REQUIRED ACTION: Among the entries below, copy every line that carries the word "roads".

____

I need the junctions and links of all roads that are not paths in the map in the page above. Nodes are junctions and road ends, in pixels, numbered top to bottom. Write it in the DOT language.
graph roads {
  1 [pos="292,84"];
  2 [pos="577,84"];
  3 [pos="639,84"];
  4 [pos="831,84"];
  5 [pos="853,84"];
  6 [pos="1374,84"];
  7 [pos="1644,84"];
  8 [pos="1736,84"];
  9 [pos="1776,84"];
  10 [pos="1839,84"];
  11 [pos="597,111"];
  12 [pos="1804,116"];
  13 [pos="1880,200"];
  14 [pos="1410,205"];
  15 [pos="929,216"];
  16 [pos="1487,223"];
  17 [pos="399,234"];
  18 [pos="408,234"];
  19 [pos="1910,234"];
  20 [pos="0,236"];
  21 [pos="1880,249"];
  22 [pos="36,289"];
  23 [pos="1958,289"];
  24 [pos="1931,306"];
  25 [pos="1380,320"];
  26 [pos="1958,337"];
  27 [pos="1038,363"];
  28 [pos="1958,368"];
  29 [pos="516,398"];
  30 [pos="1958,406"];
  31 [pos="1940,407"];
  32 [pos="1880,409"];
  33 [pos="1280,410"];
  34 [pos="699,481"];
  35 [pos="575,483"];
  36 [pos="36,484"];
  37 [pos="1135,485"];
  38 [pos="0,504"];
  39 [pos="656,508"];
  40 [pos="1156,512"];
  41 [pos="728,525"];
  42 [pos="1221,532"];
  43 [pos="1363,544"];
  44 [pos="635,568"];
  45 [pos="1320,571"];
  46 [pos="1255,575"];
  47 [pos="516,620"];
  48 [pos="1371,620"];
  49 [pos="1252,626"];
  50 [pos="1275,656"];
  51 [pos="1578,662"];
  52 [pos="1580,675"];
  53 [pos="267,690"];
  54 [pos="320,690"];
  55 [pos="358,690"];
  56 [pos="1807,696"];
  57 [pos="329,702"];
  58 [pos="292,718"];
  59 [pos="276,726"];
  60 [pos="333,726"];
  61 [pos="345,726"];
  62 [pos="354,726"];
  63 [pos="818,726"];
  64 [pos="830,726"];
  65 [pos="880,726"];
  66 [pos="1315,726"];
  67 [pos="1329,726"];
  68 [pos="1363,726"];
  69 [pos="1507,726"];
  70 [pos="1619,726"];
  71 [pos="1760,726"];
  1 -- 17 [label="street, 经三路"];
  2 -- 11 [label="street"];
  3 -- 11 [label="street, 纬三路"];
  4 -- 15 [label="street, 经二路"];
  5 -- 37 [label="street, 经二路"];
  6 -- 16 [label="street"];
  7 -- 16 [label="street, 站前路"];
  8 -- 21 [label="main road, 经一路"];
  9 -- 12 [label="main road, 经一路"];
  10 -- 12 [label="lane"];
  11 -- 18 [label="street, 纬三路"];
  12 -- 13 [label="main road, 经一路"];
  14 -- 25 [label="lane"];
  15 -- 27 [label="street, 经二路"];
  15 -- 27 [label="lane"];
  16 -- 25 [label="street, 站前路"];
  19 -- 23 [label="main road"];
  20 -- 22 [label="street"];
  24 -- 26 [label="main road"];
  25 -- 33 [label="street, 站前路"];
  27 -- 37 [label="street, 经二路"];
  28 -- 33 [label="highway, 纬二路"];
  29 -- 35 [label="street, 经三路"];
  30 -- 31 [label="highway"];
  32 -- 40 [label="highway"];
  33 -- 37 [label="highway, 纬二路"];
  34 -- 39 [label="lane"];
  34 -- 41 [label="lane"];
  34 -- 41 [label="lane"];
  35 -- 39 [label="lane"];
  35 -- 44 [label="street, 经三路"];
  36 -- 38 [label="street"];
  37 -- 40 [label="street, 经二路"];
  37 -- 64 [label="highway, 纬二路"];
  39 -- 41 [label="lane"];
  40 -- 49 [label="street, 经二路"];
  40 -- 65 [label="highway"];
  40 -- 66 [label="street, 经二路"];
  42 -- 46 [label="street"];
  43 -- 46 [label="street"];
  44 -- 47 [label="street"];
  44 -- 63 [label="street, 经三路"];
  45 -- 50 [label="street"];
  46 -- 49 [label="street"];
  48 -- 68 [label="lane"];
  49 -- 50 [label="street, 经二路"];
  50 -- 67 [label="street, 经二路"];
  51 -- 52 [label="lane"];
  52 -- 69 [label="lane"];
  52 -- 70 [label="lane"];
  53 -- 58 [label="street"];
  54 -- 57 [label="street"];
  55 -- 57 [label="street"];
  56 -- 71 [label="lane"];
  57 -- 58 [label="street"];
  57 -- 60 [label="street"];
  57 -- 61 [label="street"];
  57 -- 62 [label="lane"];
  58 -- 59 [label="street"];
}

____

ANSWER BELOW:
I need the junctions and links of all roads that are not paths in the map in the page above. Nodes are junctions and road ends, in pixels, numbered top to bottom. Write it in the DOT language.
graph roads {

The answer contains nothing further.